▶ EXTRACTED RECORDS
——

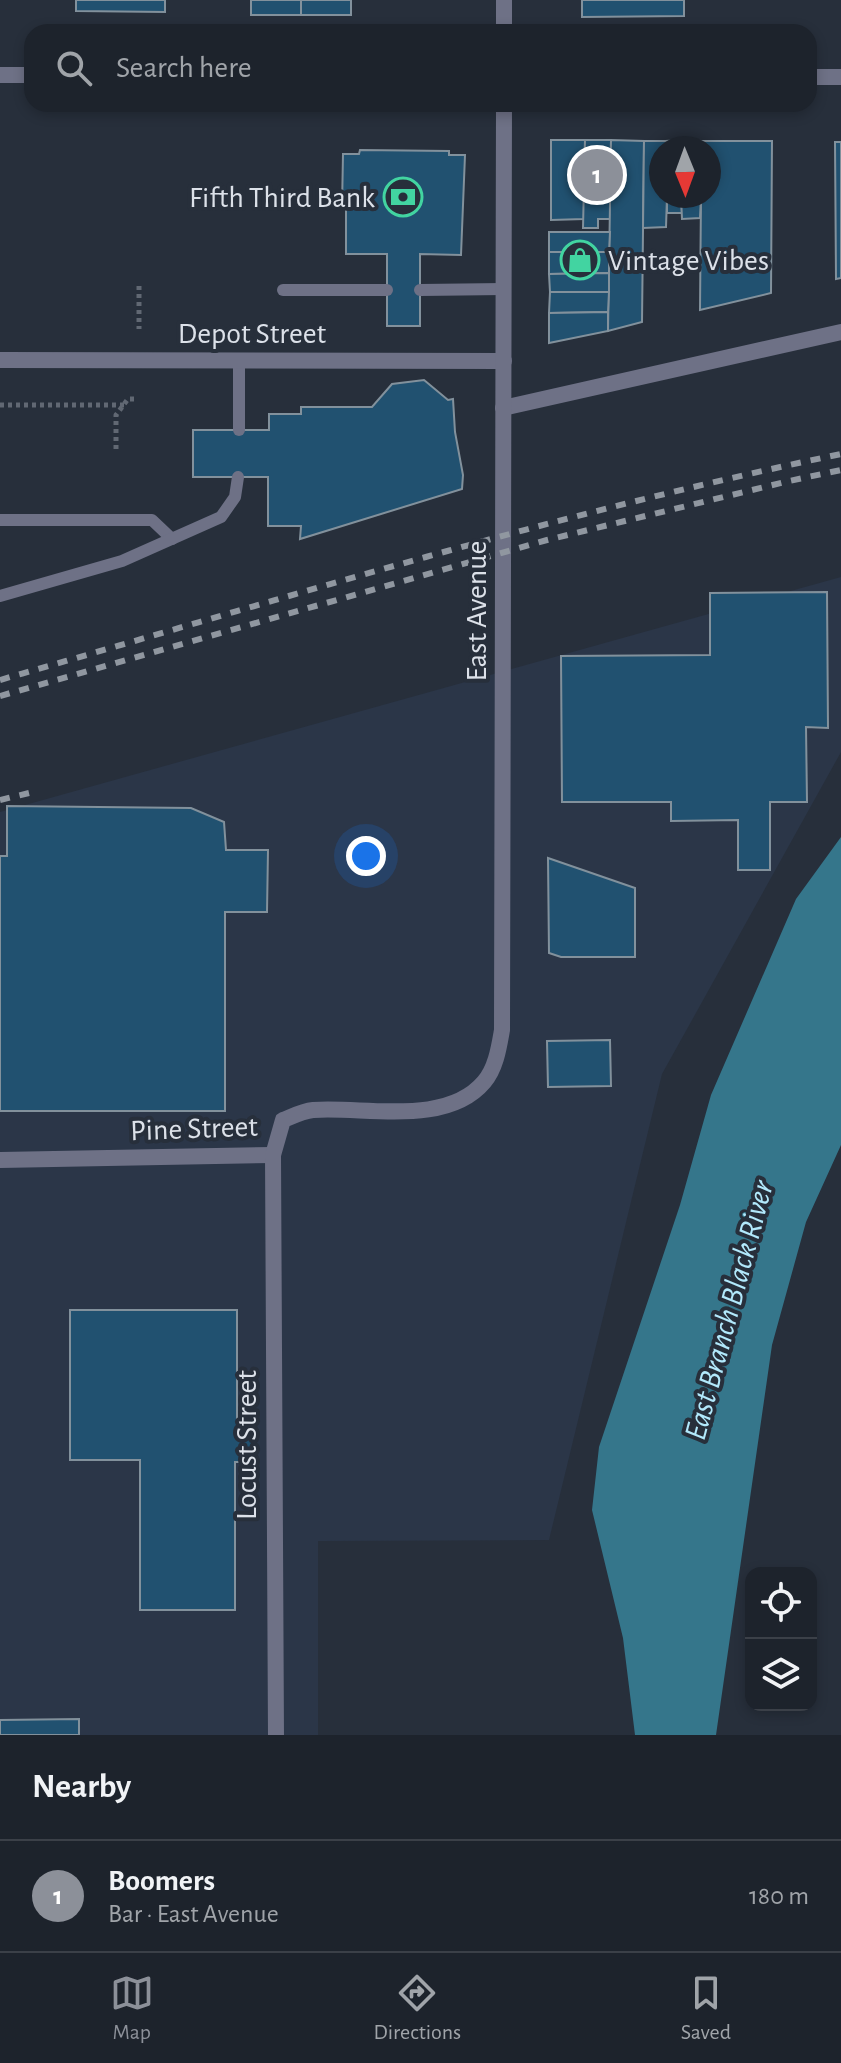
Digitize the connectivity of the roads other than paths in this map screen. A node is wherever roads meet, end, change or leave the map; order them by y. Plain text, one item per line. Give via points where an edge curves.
1 (504, 0) edge
2 (504, 24) edge
3 (0, 75) edge
4 (24, 75) edge
5 (817, 77) edge
6 (841, 77) edge
7 (504, 112) edge
8 (504, 289) junction
9 (283, 290) dead end
10 (387, 290) dead end
11 (420, 290) dead end
12 (841, 332) edge
13 (0, 360) edge
14 (239, 361) junction
15 (504, 361) junction
16 (503, 408) junction
17 (239, 430) dead end
18 (238, 477) dead end
19 (0, 520) edge
20 (172, 539) junction
21 (0, 596) edge
22 (458, 1102) joint
23 (273, 1155) junction
24 (0, 1160) edge
25 (276, 1735) edge

1 - 2 street
3 - 4 street
5 - 6 street
7 - 8 street, East Avenue
8 - 11 lane
8 - 15 street, East Avenue
9 - 10 lane
12 - 16 street
13 - 14 street, Depot Street
14 - 15 street, Depot Street
14 - 17 lane
15 - 16 street, East Avenue
16 - 22 street, East Avenue via 502,1030 485,1082
18 - 20 lane via 235,497 221,517
19 - 20 lane via 152,520
20 - 21 lane via 122,561
22 - 23 street, Pine Street via 428,1110 309,1110 283,1120
23 - 24 street, Pine Street
23 - 25 street, Locust Street

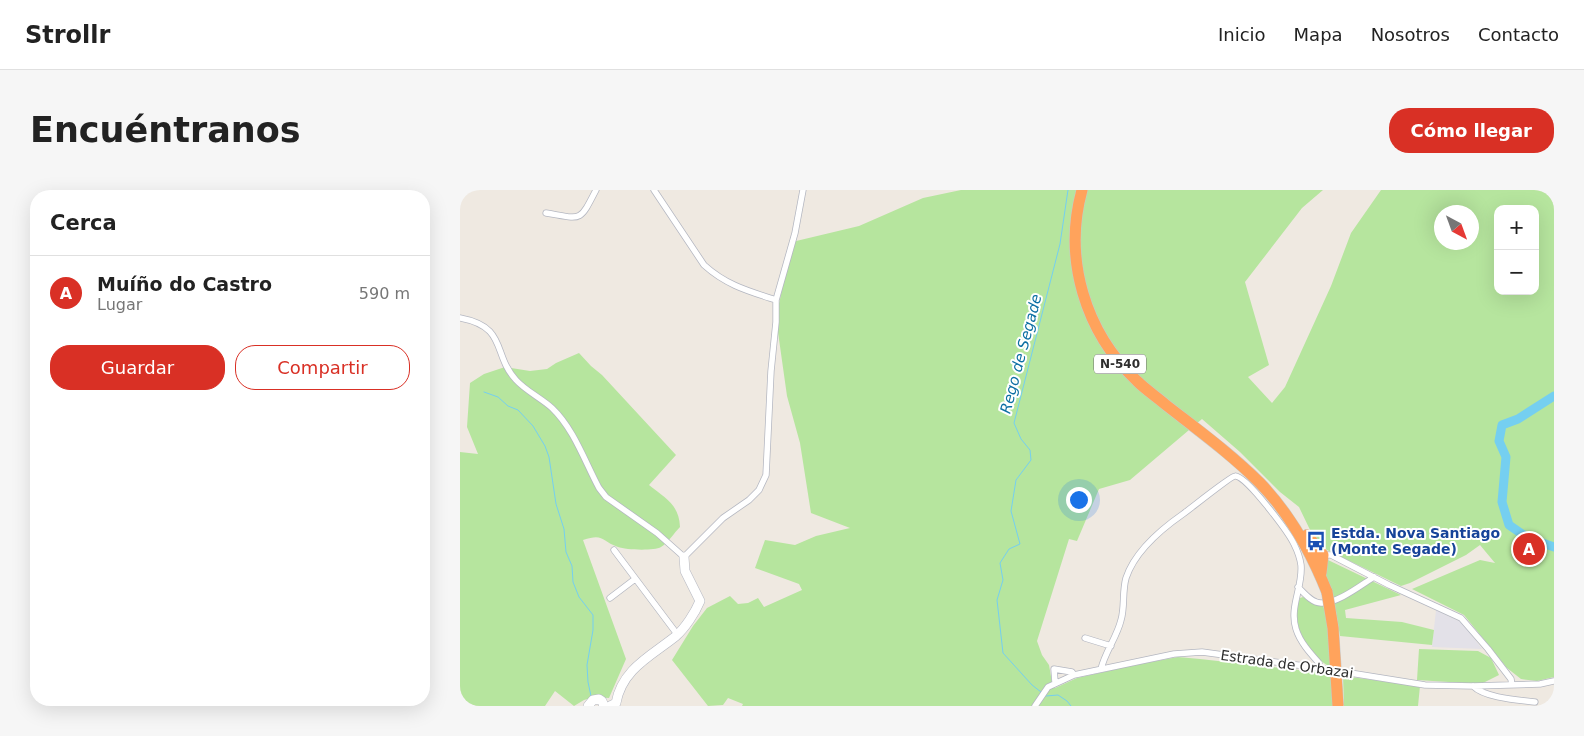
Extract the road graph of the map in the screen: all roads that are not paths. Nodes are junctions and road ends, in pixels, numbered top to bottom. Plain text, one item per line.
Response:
1 (596, 190) edge
2 (654, 190) edge
3 (803, 190) edge
4 (1082, 190) edge
5 (546, 213) dead end
6 (776, 300) junction
7 (460, 318) edge
8 (1256, 486) junction
9 (1276, 501) junction
10 (1298, 540) junction
11 (614, 550) dead end
12 (1323, 555) junction
13 (684, 558) junction
14 (1321, 577) junction
15 (1374, 577) junction
16 (635, 579) junction
17 (1298, 588) junction
18 (610, 598) dead end
19 (677, 634) junction
20 (1085, 638) dead end
21 (1111, 646) junction
22 (1319, 668) junction
23 (1101, 669) junction
24 (1074, 675) junction
25 (1554, 681) edge
26 (1055, 682) junction
27 (1512, 684) junction
28 (1473, 686) junction
29 (1535, 702) dead end
30 (588, 706) edge
31 (604, 706) edge
32 (610, 706) edge
33 (1035, 706) edge
34 (1338, 706) edge

1 - 5 street
2 - 6 street
3 - 6 street
4 - 8 highway, N-540
6 - 13 street
7 - 13 street
8 - 9 highway, N-540
8 - 10 street
8 - 21 street
9 - 10 highway, N-540
9 - 12 highway
10 - 14 highway, N-540
10 - 17 street
11 - 16 street
12 - 14 highway
12 - 15 street
13 - 19 street
14 - 34 highway, N-540, bridge
15 - 17 street
15 - 27 street
16 - 18 street
16 - 19 street
17 - 22 street
19 - 32 street
20 - 21 street
21 - 23 street
22 - 23 street, Estrada de Orbazai
22 - 28 street, Estrada de Orbazai
23 - 24 street, Estrada de Orbazai
24 - 26 street, Estrada de Orbazai
24 - 26 street
25 - 27 street, Estrada de Orbazai
26 - 33 street, Estrada de Orbazai
27 - 28 street, Estrada de Orbazai
28 - 29 street
30 - 31 street

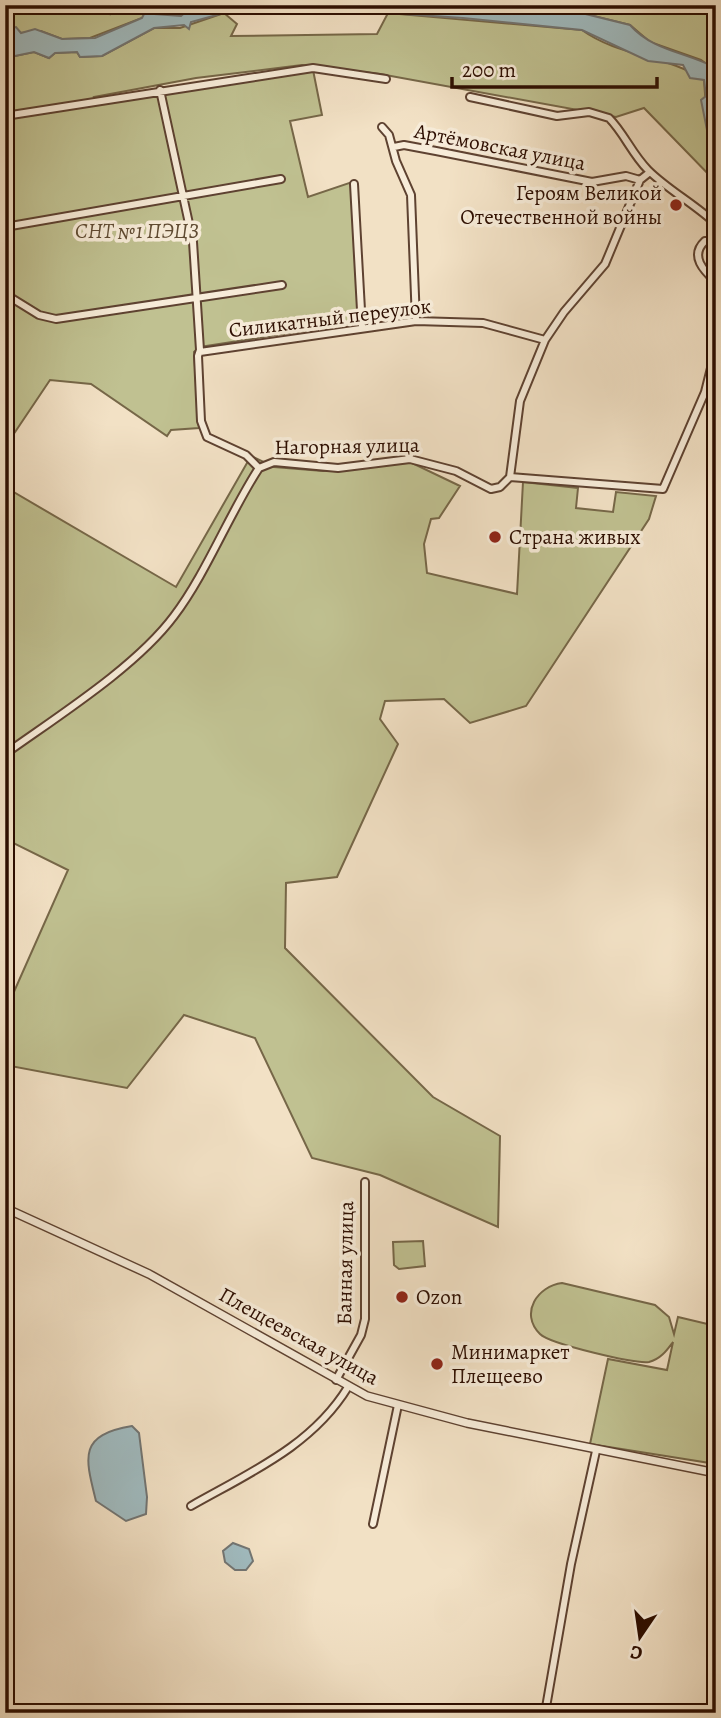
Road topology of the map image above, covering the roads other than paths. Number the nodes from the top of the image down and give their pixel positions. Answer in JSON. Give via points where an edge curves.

——

▶ WORK INSTRUCTION
What is needed is an exact copy of the entries, without any images.

▶ OUTPUT
Digitize the connectivity of the roads other than paths in this map screen. A node is wherever roads meet, end, change or leave the map; order them by y. Plain text, one item per line. Give via points where an edge curves.
1 (504, 0) edge
2 (504, 24) edge
3 (0, 75) edge
4 (24, 75) edge
5 (817, 77) edge
6 (841, 77) edge
7 (504, 112) edge
8 (504, 289) junction
9 (283, 290) dead end
10 (387, 290) dead end
11 (420, 290) dead end
12 (841, 332) edge
13 (0, 360) edge
14 (239, 361) junction
15 (504, 361) junction
16 (503, 408) junction
17 (239, 430) dead end
18 (238, 477) dead end
19 (0, 520) edge
20 (172, 539) junction
21 (0, 596) edge
22 (458, 1102) joint
23 (273, 1155) junction
24 (0, 1160) edge
25 (276, 1735) edge

1 - 2 street
3 - 4 street
5 - 6 street
7 - 8 street, East Avenue
8 - 11 lane
8 - 15 street, East Avenue
9 - 10 lane
12 - 16 street
13 - 14 street, Depot Street
14 - 15 street, Depot Street
14 - 17 lane
15 - 16 street, East Avenue
16 - 22 street, East Avenue via 502,1030 485,1082
18 - 20 lane via 235,497 221,517
19 - 20 lane via 152,520
20 - 21 lane via 122,561
22 - 23 street, Pine Street via 428,1110 309,1110 283,1120
23 - 24 street, Pine Street
23 - 25 street, Locust Street

Extract the road graph of the map in the screen: all roads that are not paths. Nodes are junctions and road ends, in pixels, numbered top to bottom. Plain text, one item per line.
Response:
1 (596, 190) edge
2 (654, 190) edge
3 (803, 190) edge
4 (1082, 190) edge
5 (546, 213) dead end
6 (776, 300) junction
7 (460, 318) edge
8 (1256, 486) junction
9 (1276, 501) junction
10 (1298, 540) junction
11 (614, 550) dead end
12 (1323, 555) junction
13 (684, 558) junction
14 (1321, 577) junction
15 (1374, 577) junction
16 (635, 579) junction
17 (1298, 588) junction
18 (610, 598) dead end
19 (677, 634) junction
20 (1085, 638) dead end
21 (1111, 646) junction
22 (1319, 668) junction
23 (1101, 669) junction
24 (1074, 675) junction
25 (1554, 681) edge
26 (1055, 682) junction
27 (1512, 684) junction
28 (1473, 686) junction
29 (1535, 702) dead end
30 (588, 706) edge
31 (604, 706) edge
32 (610, 706) edge
33 (1035, 706) edge
34 (1338, 706) edge

1 - 5 street
2 - 6 street
3 - 6 street
4 - 8 highway, N-540
6 - 13 street
7 - 13 street
8 - 9 highway, N-540
8 - 10 street
8 - 21 street
9 - 10 highway, N-540
9 - 12 highway
10 - 14 highway, N-540
10 - 17 street
11 - 16 street
12 - 14 highway
12 - 15 street
13 - 19 street
14 - 34 highway, N-540, bridge
15 - 17 street
15 - 27 street
16 - 18 street
16 - 19 street
17 - 22 street
19 - 32 street
20 - 21 street
21 - 23 street
22 - 23 street, Estrada de Orbazai
22 - 28 street, Estrada de Orbazai
23 - 24 street, Estrada de Orbazai
24 - 26 street, Estrada de Orbazai
24 - 26 street
25 - 27 street, Estrada de Orbazai
26 - 33 street, Estrada de Orbazai
27 - 28 street, Estrada de Orbazai
28 - 29 street
30 - 31 street

Road topology of the map image above, covering the roads other than paths. Number the nodes from the top of the image down and give their pixel positions. Answer in JSON. Give via points where an edge curves.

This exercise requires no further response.